Virginia state law, which recognized the dwellings a few years ago, classifies them as ‘‘temporary family health-care structures.’’ But many simply know them as ‘‘granny pods,’’ and they have arrived on the market as the nation prepares for a wave of graying baby boomers to retire.

Over the past decade, the population of Americans who are 65 or older has grown faster than the total population, the Census Bureau says.

In less than 20 years, the number of Americans who are 65 or older will top 72 million, or more than twice the population of older Americans in 2000, and many will need to find living arrangements that balance their need for independence and special care....

I'm in there and I must say it concerns me greatly in this new age of austerity. This government isn't going to be there for me after they took all my taxes all these years. 

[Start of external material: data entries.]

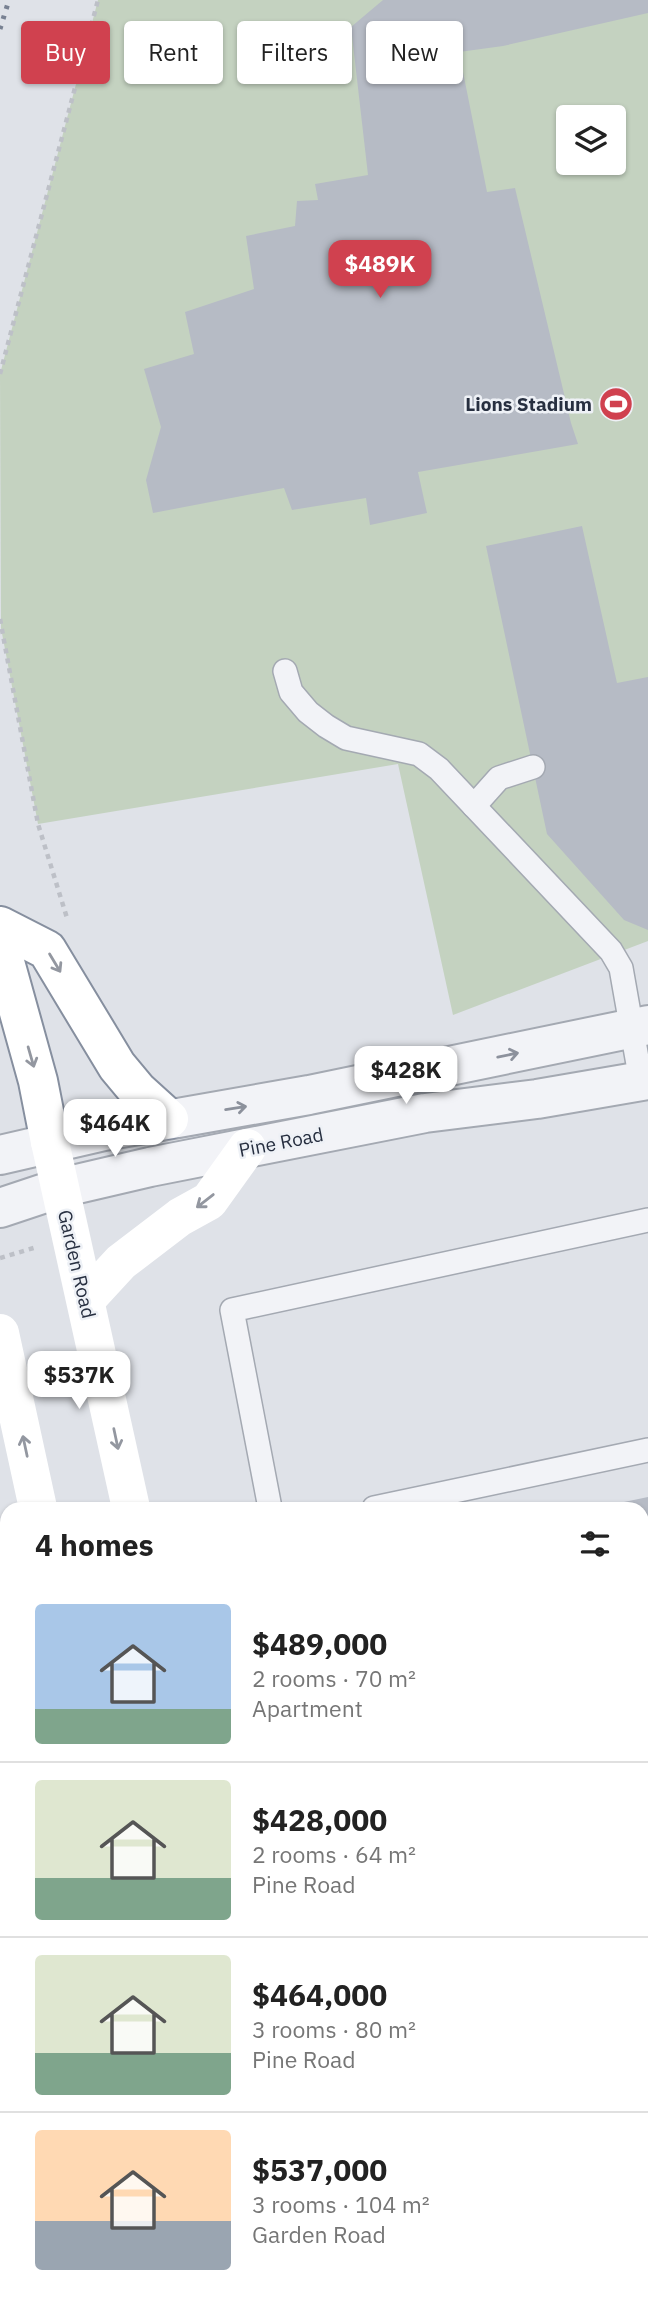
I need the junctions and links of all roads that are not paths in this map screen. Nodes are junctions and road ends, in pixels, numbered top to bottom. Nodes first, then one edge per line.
1 (285, 671) dead end
2 (533, 767) dead end
3 (474, 806) junction
4 (0, 926) edge
5 (0, 944) edge
6 (640, 1027) edge
7 (644, 1081) edge
8 (169, 1119) junction
9 (50, 1142) junction
10 (247, 1149) junction
11 (0, 1155) edge
12 (60, 1188) junction
13 (0, 1208) edge
14 (648, 1220) edge
15 (86, 1300) junction
16 (0, 1333) edge
17 (6, 1379) edge
18 (648, 1450) edge
19 (37, 1502) edge
20 (130, 1502) edge
21 (269, 1502) edge
22 (402, 1502) edge

1 - 3 lane
2 - 3 lane
3 - 6 lane
4 -> 8 main road
5 -> 9 main road, Garden Road
6 - 7 lane
8 -> 6 street, Pine Road
7 - 10 street, Pine Road
8 - 9 street, Pine Road
9 - 11 street, Pine Road
9 - 12 main road, Garden Road
10 - 12 street, Pine Road
10 -> 15 main road
12 - 13 street, Pine Road
12 - 15 main road, Garden Road
14 - 21 lane
15 -> 20 main road, Garden Road
16 - 17 main road
19 -> 17 main road
18 - 22 lane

Several firms have entered the market for auxiliary dwelling units, or ADUs, as they’re known in the building industry....

Didn't I $ay there was thi$ component involved?

The MedCottage in Fairfax is about 12 by 24 feet, the size of a typical master bedroom.

I'm beginning to feel cooped up already.

With its beige aluminum siding — and cosmetic touches such as green shutters — the cottage looks a little like an elaborate dollhouse.

Oh, now you are just talking down to me as if I were a child! 

The interior, painted gray and white, seems so airy and comfortable that Soc jokes about reusing the dwelling someday as a mountain cabin. The cottage blends bedroom, kitchenette, foyer, and bath the way that a fork and spoon combine to form a spork.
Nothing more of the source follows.